As preocupações da mencionada professora não se diferenciam tanto dos interesses sociais gerais do uso de salto-alto, principalmente das mulheres fatais cinematográficas, analisadas no próximo tópico.

Saltos-altos, Atrações Fatais e Instintos Selvagens

Michael Douglas, como sabemos, protagonizou filmes que trouxeram mulheres ambivalentes e bastante perigosas.

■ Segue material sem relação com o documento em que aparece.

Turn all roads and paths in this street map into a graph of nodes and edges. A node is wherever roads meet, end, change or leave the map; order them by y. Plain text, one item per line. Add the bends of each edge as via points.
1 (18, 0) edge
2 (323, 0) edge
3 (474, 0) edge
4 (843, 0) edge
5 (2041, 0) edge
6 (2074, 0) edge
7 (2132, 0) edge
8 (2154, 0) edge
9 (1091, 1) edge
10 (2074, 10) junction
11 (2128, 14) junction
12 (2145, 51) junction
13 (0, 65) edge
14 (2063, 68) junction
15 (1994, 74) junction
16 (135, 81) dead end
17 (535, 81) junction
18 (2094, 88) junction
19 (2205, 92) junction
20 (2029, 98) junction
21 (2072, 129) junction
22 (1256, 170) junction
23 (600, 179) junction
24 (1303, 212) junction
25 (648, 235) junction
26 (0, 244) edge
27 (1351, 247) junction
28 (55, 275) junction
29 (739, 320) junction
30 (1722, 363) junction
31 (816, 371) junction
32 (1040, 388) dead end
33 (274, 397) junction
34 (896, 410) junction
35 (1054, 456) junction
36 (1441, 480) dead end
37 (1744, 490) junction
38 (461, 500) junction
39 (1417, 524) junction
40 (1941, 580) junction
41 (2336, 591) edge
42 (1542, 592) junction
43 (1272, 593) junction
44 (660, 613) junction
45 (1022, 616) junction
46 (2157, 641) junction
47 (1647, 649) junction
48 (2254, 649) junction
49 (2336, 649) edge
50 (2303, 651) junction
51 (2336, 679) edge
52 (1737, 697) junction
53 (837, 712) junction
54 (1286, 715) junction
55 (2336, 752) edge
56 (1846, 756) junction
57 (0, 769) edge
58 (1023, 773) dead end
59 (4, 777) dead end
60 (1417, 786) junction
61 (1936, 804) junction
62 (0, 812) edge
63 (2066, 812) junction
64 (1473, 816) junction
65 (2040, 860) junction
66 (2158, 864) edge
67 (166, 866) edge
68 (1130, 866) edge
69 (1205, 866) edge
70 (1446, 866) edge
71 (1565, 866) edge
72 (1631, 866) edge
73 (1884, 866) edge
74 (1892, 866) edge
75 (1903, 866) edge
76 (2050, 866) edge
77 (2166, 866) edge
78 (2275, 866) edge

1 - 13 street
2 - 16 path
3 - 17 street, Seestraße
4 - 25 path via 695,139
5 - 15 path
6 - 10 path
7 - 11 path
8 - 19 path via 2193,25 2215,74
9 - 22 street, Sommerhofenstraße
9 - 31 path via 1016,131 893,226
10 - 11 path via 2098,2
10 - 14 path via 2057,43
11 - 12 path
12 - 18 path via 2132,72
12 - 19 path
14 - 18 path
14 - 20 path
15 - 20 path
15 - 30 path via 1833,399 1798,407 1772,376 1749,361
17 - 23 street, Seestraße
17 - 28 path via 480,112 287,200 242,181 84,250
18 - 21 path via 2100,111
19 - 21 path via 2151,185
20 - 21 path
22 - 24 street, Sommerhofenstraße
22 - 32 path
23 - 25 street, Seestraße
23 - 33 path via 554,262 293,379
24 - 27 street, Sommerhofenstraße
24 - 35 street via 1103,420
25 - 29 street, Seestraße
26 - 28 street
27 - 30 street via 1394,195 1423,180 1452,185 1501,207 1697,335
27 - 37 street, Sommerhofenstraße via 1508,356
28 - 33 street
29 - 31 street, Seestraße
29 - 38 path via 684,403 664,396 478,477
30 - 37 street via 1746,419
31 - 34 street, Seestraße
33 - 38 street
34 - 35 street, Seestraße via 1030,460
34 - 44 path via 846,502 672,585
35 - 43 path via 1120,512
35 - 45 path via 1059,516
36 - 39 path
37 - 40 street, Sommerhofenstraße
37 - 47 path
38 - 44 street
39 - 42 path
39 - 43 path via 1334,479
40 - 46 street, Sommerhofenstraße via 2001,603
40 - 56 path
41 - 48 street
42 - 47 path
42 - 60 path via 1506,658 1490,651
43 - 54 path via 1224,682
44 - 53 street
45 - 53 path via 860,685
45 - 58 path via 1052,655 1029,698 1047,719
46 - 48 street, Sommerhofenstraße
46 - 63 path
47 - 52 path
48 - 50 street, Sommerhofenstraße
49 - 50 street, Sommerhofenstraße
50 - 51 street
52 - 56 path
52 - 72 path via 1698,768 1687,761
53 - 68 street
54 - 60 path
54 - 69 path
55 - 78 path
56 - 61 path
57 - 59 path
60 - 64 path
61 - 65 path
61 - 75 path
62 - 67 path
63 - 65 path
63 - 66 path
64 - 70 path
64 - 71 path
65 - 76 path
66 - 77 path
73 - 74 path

Atração Fatal, Instinto Selvagem e Assédio Sexual, conjunto que geralmente intitulo de “Trilogia de Michael Douglas e das Mulheres Fatais”, lançadas em 1987, 1992 e 1995, respectivamente, mostram como essas personagens são construídas por figurinos que permitem delinear os seus traços corporais e permitir que a sagacidade e inteligência ganhem mais projeção com a definição pontual dos principais elementos físicos que compõem as dimensões sociais destas figuras belas na superfície, mas sádicas e monstruosas por dentro. Importante ressaltar que tais narrativas permitem estudos mais complexos sobre presença feminina alegórica em cena, construção misógina da mulher diante do homem acossado, dentre outras interpretações que fogem do escopo deste artigo. Aqui, o nosso foco é a construção visual da mulher fatal por meio de seus figurinos, em especial, o uso de salto-alto, elemento de distinção que reforçam o poder e o perigo provenientes destas personagens em cena.

O destaque para Atração Fatal e Instinto Selvagem, cabe ressaltar, surge por causa do legado destes filmes na atual cultura cinematográfica. Mulheres fatais e perigosas existem desde sempre na cultura ocidental, dos mitos greco-romanos aos filmes do cinema noir. O que se delineia por aqui é que após os filmes protagonizados por Gleen Close e Sharon Stone, um arquétipo foi estabelecido e desde então, entre uma mudança e outra no roteiro e na condução visual das tramas, muitos filmes utilizaram desta forma para conceber as suas histórias. No geral, ou temos uma mulher que tem um caso com um homem casado e depois é tratada de maneira descartável, tornando-se uma obcecada perigosa, ou então, uma figura feminina declaradamente ambiciosa, consciente de seu poder de sedução e com instintos sádicos de manipulação que a faz flertar com homens que não conseguem resistir ao seu magnetismo e acabam envolvidos em tramas perigosas, onde o masculino é apenas uma peça para um jogo mais complexo que qualquer envolvimento sexual utilizado apenas como isca para as manobras com intenções mais profundas que os esquemas apresentados na superfície.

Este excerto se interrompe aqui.